Although the Toronto District School Board (TDSB) is one of the only school boards in Canada with an explicit antihomophobia policy, its application is uneven. Wayne Lee, a TDSB equity instructional leader, says the school board is committed to “a safe, positive and inclusive learning environment for all students” and has developed queer-specific curriculum guides like “Rainbows And Triangles” for classroom use. But antihomophobia training is entirely optional for teachers and cutbacks within the TDSB makeit hard to implement the policies.

In the elementary grades, inclusive curricula generally means including same-sex families in such exercises as the family tree project where students are asked to depict their families.

“We heard from one kid of a lesbian mom who asked the teacher what to do if she had no dad, which is required to fill in the traditional family tree,” says Epstein. “The teacher replied, ‘What, were you born in a jar?’ We want to change this exercise into something that includes our families.”

The Queer Parenting Initiative, a joint project of the LGBT Parenting Network and several other local organizations including the Centre For Addiction And Mental Health and Gay Fathers Of Toronto, have developed a queer-inclusive family tree poster, available in French and English. The TDSB is developing matching curricula that can be used for “family day” exercises.

The Elementary Teachers’ Federation Of Ontario (ETFO) has also developed materials to encourage teachers to make their classrooms more queer-friendly.

“There are two pamphlets called Responding To Homophobia And Heterosexism and Challenging Homophobia And Heterosexism,” says Joan Beecroft of queer advocacy group Egale Canada. “There is a terrific new book called Imagine A World That Is Free From Fear, which is a book of lessons, resource lists and much more for kindergarten to grade eight, which deals with themes of bullying, pride, safe schools and relationships.

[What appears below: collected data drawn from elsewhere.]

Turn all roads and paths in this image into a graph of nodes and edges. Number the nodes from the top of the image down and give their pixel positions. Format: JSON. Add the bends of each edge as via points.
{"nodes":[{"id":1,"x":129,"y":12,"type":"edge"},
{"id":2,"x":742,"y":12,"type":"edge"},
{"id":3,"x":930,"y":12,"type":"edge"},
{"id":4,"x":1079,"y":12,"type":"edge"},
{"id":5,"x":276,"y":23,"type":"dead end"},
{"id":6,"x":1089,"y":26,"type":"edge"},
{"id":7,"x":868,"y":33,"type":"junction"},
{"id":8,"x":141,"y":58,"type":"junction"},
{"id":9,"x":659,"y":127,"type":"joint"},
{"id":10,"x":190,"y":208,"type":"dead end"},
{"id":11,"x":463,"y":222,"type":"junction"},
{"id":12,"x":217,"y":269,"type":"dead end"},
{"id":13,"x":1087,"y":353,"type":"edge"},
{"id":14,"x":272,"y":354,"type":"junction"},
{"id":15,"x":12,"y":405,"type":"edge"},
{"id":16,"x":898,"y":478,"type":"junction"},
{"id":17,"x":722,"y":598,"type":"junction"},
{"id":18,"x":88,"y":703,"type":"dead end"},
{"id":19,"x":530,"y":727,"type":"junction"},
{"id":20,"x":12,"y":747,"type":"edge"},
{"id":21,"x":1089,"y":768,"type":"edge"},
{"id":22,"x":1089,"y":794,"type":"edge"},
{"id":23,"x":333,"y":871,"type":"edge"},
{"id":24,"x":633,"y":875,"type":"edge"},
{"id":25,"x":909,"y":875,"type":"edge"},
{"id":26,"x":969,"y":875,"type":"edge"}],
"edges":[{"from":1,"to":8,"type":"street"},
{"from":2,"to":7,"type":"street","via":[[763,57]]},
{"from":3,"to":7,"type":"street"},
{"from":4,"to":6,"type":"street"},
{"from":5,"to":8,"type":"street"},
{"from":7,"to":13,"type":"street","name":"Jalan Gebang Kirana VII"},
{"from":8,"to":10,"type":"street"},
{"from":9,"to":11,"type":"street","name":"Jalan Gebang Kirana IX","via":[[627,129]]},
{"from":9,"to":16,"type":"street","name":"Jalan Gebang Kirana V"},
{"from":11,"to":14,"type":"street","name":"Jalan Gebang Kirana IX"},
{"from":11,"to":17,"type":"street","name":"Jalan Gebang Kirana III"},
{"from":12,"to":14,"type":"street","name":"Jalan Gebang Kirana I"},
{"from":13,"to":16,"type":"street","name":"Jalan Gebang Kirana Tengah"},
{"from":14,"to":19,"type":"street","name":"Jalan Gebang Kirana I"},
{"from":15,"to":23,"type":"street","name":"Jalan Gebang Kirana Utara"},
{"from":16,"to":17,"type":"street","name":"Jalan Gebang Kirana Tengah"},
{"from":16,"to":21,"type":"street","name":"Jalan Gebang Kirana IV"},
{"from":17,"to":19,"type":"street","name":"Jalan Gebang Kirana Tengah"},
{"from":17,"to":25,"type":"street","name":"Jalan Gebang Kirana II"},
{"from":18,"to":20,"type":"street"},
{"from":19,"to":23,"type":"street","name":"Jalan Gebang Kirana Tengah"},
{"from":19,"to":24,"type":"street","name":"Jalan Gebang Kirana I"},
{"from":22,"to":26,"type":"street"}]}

“Parents could ask their child’s teacher if they are being used in the classroom,” says Beecroft, cochair of Egale’s education committee.

Despite all the official policies and available resources, the school experience is unpredictable. One queer parent may have positive experiences while another parent with kids in the same school may run up against a particular teacher’s homophobic attitude.

 

What’s even harder to counteract is opposition coming from other parents. In 2004 a group of Muslim parents with children at Market Lane Public School complained that their religious beliefs were being violated when their children were shown an antihomophobia education video.

Tackling parental opposition at a school is especially hard because there is sometimes no more than one or two queer families in any given school. There’s no citywide support group or parental equivalent of a gay/straight alliance, where support and strategies could be shared.

This means that queer parents are often left to tackle the system alone. Every new school year, queer parents make appointments with classroom teachers and principals to introduce their families, suggest reading materials and sit on parent-teacher committees in an effort to get to know other parents, but the effort often has to be sustained year after year.

“It’s exhausting,” says Epstein. “The temptation is to be the parent extraordinaire who’s at every bake sale and on every committee, just because we want to make other parents like us. And still, our families are always seen through a queer lens where if anything goes wrong it’s because we’re gay. It’s hard to know how to effectively support our kids.”